[Stored items]
:::
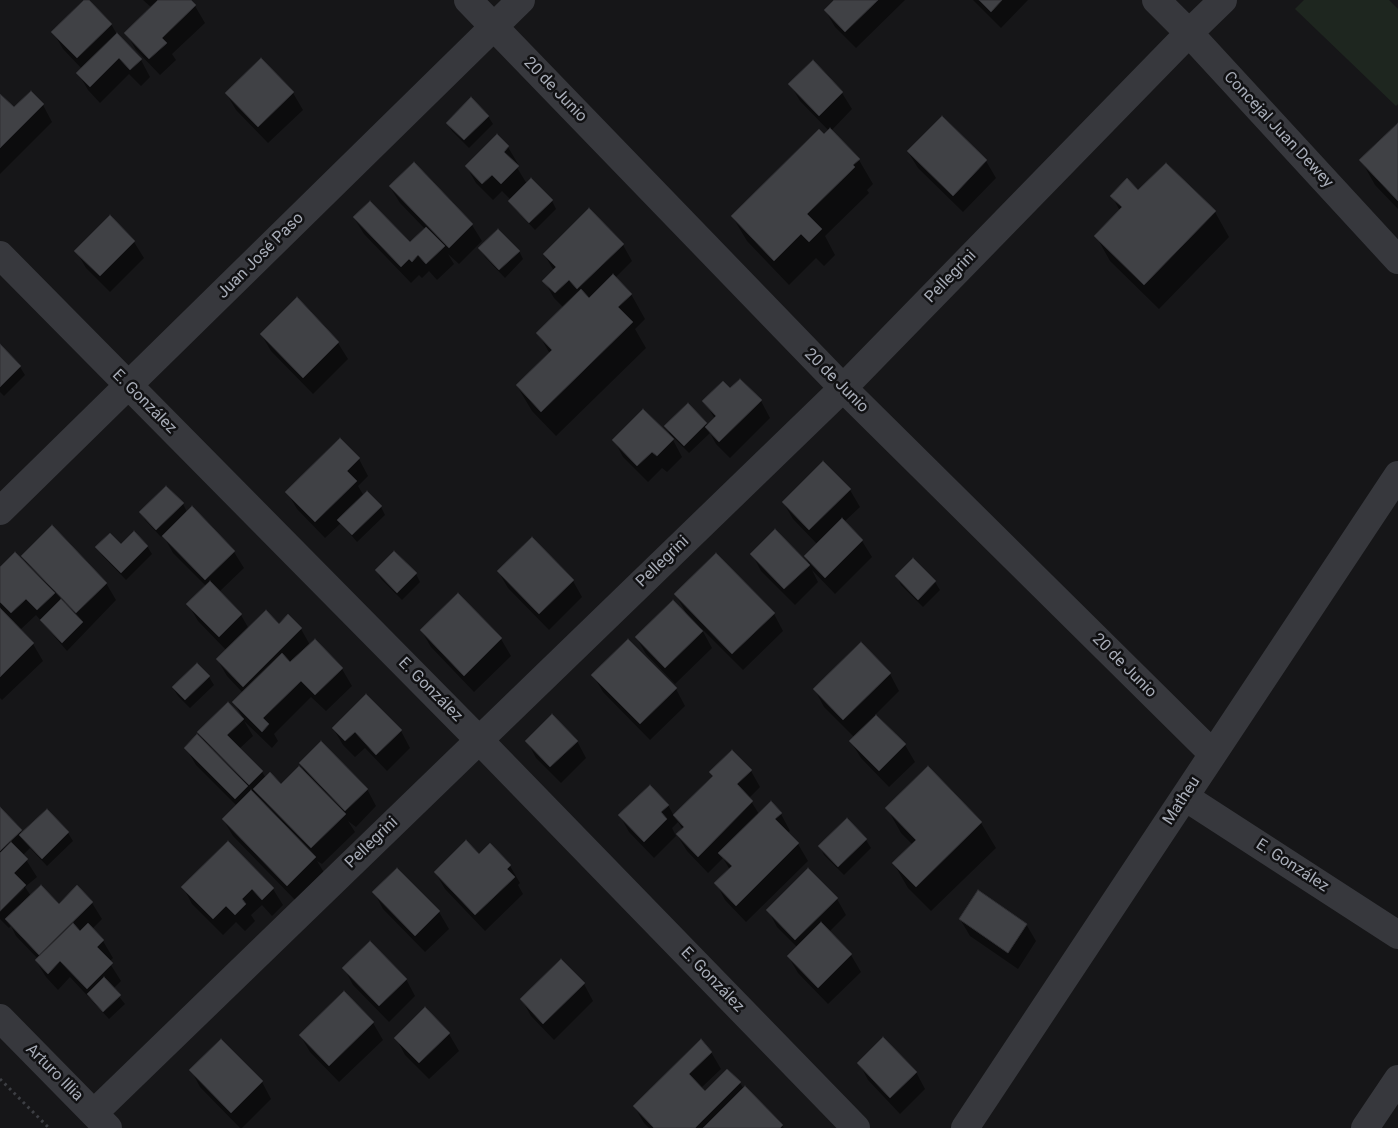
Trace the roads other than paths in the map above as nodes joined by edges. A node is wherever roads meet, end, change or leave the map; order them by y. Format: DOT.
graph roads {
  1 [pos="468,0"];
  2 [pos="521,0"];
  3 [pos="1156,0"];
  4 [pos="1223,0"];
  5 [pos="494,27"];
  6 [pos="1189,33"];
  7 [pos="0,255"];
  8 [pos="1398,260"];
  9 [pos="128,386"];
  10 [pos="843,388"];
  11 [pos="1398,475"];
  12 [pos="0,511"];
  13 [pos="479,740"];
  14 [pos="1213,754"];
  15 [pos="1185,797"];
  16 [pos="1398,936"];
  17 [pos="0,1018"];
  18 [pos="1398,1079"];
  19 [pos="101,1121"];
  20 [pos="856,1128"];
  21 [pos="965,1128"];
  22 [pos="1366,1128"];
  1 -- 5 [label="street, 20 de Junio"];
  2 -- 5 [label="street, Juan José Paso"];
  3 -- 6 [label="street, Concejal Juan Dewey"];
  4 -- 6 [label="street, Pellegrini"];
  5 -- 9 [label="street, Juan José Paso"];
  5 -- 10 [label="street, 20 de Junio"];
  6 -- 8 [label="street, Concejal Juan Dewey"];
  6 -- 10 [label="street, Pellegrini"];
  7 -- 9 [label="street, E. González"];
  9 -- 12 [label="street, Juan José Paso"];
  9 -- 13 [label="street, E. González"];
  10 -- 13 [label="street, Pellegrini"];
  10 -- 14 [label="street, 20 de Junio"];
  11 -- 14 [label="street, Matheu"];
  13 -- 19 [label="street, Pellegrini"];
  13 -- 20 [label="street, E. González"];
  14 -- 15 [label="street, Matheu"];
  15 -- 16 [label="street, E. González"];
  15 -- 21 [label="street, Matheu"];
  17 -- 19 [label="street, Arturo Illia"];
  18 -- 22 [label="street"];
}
:::
A single number is needed: the count of lines in the records that include "Dewey".

* ANSWER TO THE PROBLEM *
2